Android-based smartphone

Oppo N1 is an Android smartphone developed by Oppo Electronics. Unveiled on 23 September 2013, the N1 was released on 10 December 2013.

While some models shipped with Oppo's ColorOS software, the N1 was the first Android device to offer an official version of the popular aftermarket Android distribution CyanogenMod as pre-loaded software; the CyanogenMod Edition was released on 24 December 2013. CyanogenMod is also the default OS on Oppo's subsidiary OnePlus's flagship handset, OnePlus One.

Oppo N1 launched in India in August 2014.

== Specifications ==
Oppo N1 contains a quad-core, 1.7 GHz Qualcomm Snapdragon 600 processor with 2 GB of RAM, with either 16 or 32 GB of internal storage, and uses a 5.9-inch 1080p IPS display. The rear cover of the device features an "O-Touch" touchpad, which can be used for scrolling and navigation—the company claimed that this feature would help with one-handed usage. It also includes a 13-megapixel camera; the camera itself can be swiveled up to 206 degrees, allowing it to be used as either a front-facing or rear-facing camera. An "O-Click" accessory will also be included; connecting via Bluetooth, the pebble-like device can be used as an alarm, notification light, or a camera trigger.

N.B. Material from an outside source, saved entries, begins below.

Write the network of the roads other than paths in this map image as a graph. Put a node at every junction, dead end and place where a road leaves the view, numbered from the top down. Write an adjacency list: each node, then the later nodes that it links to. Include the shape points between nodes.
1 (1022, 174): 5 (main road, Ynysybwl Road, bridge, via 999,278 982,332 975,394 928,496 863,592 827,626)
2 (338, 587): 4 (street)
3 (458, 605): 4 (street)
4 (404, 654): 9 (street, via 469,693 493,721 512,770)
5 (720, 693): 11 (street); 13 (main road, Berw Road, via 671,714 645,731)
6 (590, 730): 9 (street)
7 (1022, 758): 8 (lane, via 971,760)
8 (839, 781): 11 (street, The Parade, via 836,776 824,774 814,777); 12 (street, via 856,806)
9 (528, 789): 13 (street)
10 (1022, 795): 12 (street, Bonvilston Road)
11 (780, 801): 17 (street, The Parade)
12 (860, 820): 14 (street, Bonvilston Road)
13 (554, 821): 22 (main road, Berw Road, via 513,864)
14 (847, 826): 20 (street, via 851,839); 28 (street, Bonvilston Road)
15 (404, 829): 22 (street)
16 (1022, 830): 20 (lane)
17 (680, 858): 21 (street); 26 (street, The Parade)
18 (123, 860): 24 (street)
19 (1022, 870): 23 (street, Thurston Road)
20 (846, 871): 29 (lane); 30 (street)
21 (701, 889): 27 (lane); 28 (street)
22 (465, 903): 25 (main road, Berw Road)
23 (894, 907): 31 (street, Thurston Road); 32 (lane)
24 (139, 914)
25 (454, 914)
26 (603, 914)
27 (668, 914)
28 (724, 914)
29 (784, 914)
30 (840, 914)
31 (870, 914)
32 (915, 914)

The N1 is available with two variants of Android; a version of Android 4.2 with Oppo's custom ColorOS overlay, and a limited edition pre-loaded with version 10.2 of the popular aftermarket Android distribution CyanogenMod, a variant of the AOSP version of Android 4.3. CyanogenMod builds for the N1 will implement native support for all of the N1's hardware features, and is the first ever build of CyanogenMod to be certified under Google's compatibility standards for Android, allowing it to be pre-loaded with Google Play. Oppo N1 has officially launched in Indian Market at Price of Rs.39,999 in January in an event at New Delhi.